Fiberglass moves too, but not nearly as bad. It moves a tiny bit with temp but over time, it can move a pretty fair amount as the resin cures for a long time. Still, typically less than wood, though. You can mildly shape fiberglass in the sun. Anyone that thinks fiberglass is stable, is mistaken. It moves too. But I agree with you...with wood, it's an absolute certainty that it WILL and DOES move with temp and humidity. I love wood but not on a serious comp rifle.
Not only does fiberglass move but it can warp and take a set in it. I have seen fiberglass boats that weren't put on the trail centered on the bunks evenly and then stored that way for a couple years.

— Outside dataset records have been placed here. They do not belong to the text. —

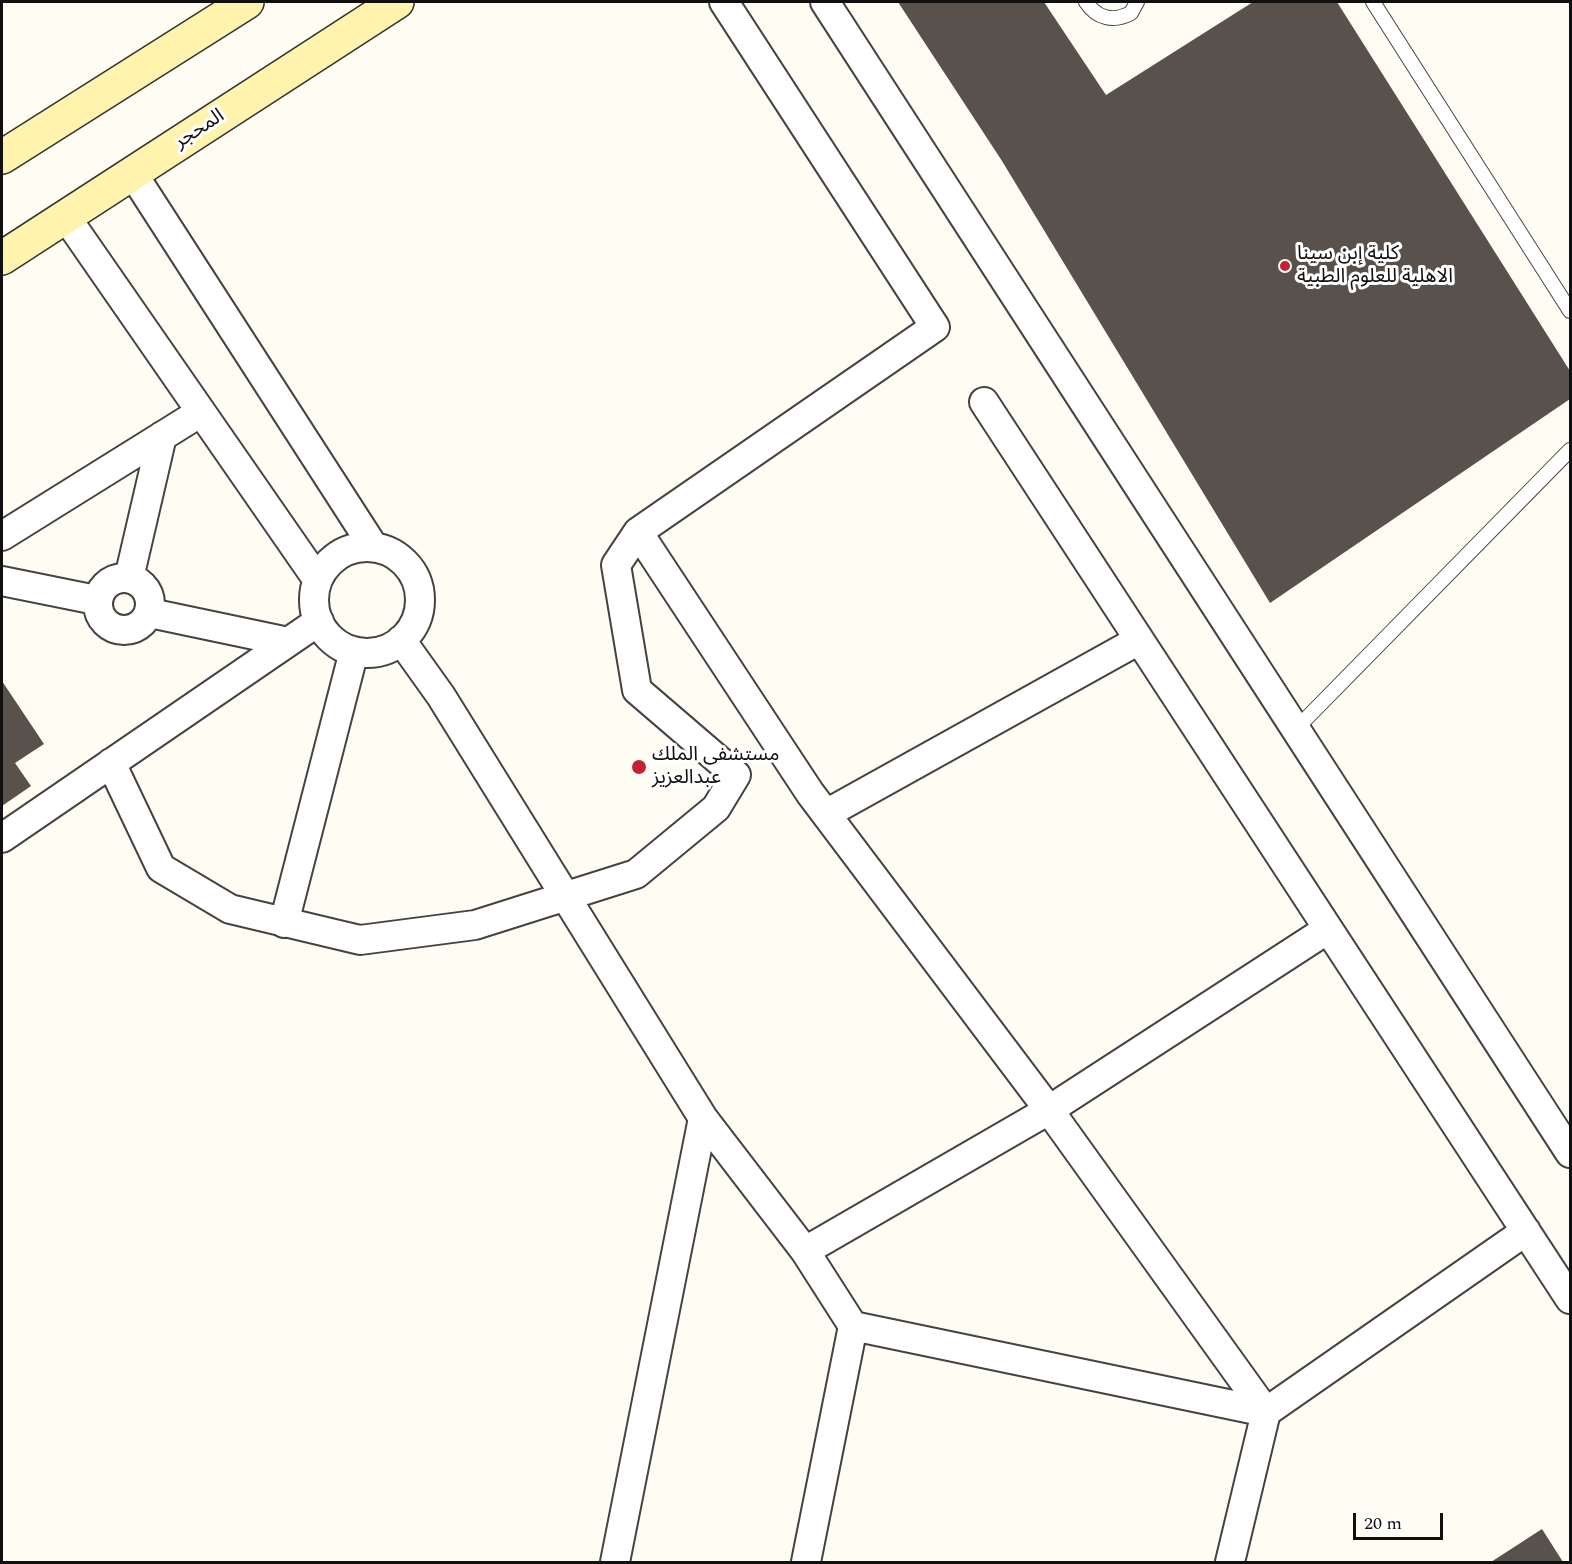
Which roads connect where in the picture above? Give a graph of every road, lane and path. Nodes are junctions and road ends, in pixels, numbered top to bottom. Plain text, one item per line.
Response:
1 (247, 2) edge
2 (397, 2) edge
3 (724, 2) edge
4 (825, 2) edge
5 (1086, 2) edge
6 (1137, 2) edge
7 (1373, 2) edge
8 (2, 157) edge
9 (133, 174) junction
10 (66, 217) junction
11 (2, 258) edge
12 (1570, 311) edge
13 (984, 402) dead end
14 (201, 412) junction
15 (162, 436) junction
16 (1570, 450) edge
17 (638, 532) junction
18 (2, 536) edge
19 (373, 546) junction
20 (129, 578) junction
21 (317, 579) junction
22 (2, 582) edge
23 (96, 600) junction
24 (150, 613) junction
25 (320, 621) junction
26 (401, 640) junction
27 (1139, 640) junction
28 (288, 642) junction
29 (354, 651) junction
30 (1296, 729) junction
31 (111, 763) junction
32 (826, 814) junction
33 (2, 838) edge
34 (565, 896) junction
35 (284, 923) junction
36 (1328, 929) junction
37 (1049, 1110) junction
38 (703, 1118) junction
39 (1570, 1153) edge
40 (1526, 1230) junction
41 (805, 1251) junction
42 (1570, 1299) edge
43 (853, 1326) junction
44 (1266, 1412) junction
45 (615, 1563) edge
46 (806, 1563) edge
47 (1230, 1563) edge

1 - 8 main road
2 - 9 main road, المحجر
3 - 17 street
4 - 30 street
5 - 6 lane
7 - 12 lane
9 - 10 main road, المحجر
9 - 19 street
10 - 11 main road, المحجر
10 - 14 street
13 - 27 street
14 - 15 street
14 - 21 street
15 - 18 street
15 - 20 street
16 - 30 lane
17 - 32 street
17 - 34 street
19 - 21 street
19 - 26 street
20 - 23 street
20 - 24 street
21 - 25 street
22 - 23 street
23 - 24 street
24 - 28 street
25 - 28 street
25 - 29 street
26 - 29 street
26 - 34 street
27 - 32 street
27 - 36 street
28 - 31 street
29 - 35 street
30 - 39 street
31 - 33 street
31 - 35 street
32 - 37 street
34 - 35 street
34 - 38 street
36 - 37 street
36 - 40 street
37 - 41 street
37 - 44 street
38 - 41 street
38 - 45 street
40 - 42 street
40 - 44 street
41 - 43 street
43 - 44 street
43 - 46 street
44 - 47 street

It would never track right after that, it was downright dangerous at mid speed and some small swells, it would hook had to the left coming into a small swell or big chop.
 
I like laminated timber but they are all different and the stock material is just one part of the system. Stock should be sealed with multiple coats of 2 pack and bedding should be checked often.

The balance of the gun, flex / rigidity of the stock, front rest, rear bag design and type of fill all effect the harmonics and how the gun handles. The are all unique and some combinations shoot "dead" and others don't.
 
I like laminated timber but they are all different and the stock material is just one part of the system. Stock should be sealed with multiple coats of 2 pack and bedding should be checked often.

The balance of the gun, flex / rigidity of the stock, front rest, rear bag design and type of fill all effect the harmonics and how the gun handles. The are all unique and some combinations shoot "dead" and others don't.
What does this mean "shoot dead" and how does one know this?
 
You will hear that phrase a lot. Some rifles shoot smooth. They don't ring or vibrate. The crosshair comes back straight without bouncing around. Even stocks of the same make can be different. I remember a glass stock I had a while ago that rang like a bell. It shot well but it bothered me. After I fixed it, it shot the same. But it didn't ring. I know other guys have had stocks that ring. Take the scope off and see if they still ring....
 
I've toyed with a couple of aluminum stocks and I'm big into vibration management, fwiw. Neither aluminum stock shot particularly well until I did some things to the last one to dampen it. The gun definitely improved a bit but not night and day, as it wasn't bad to begin with. I just always felt like it was leaving a little bit on the table. Weight was never an issue with it, so I could do whatever I wanted without that concern. One thing I did was I milled a slot in the bbl channel that extended a bit under the receiver. I made an attenuator from aluminum tubing that I filled about 80% full with tungsten powder, same as my tuners, btw. It was only attached at one end, under the receiver and floated the rest of the way, about 8". Before this, I could rap it on the but and it would ring in my hand. Afterward, that ring was all but gone. It made a noticeable difference in how the gun shot, for the better but again, not a day and night difference. I shared the idea with a couple of others who did the same thing. They both felt like it helped their respective rifles too, fwiw.

I've also done similarly on fiberglass stocks using a milled slot in the bbl channel and filled it with two part silicone. I can't say if it helped or hurt as i had no baseline for how it shot before but the gun is a very good shooting rifle. I enjoy classes that allow experimenting with these types of things. A 10.5lb rifle doesn't leave a lot of room to do stuff like this. The aluminum stock was really heavy but I don't remember the exact weight..thinking 22lbs. The fiberglass was intended to shoot Unlimited so we had weight elsewhere in it as well but the silicone didn't add much weight..maybe a couple of ounces. Oh...just remembered...I also used it in the butt around the weight system in the stock. That gun feels and shoots very "dead", fwiw. Bottom line, it's a great shooting rifle and I didn't see any down side to the dampening but I can't quantify if it actually helped or not.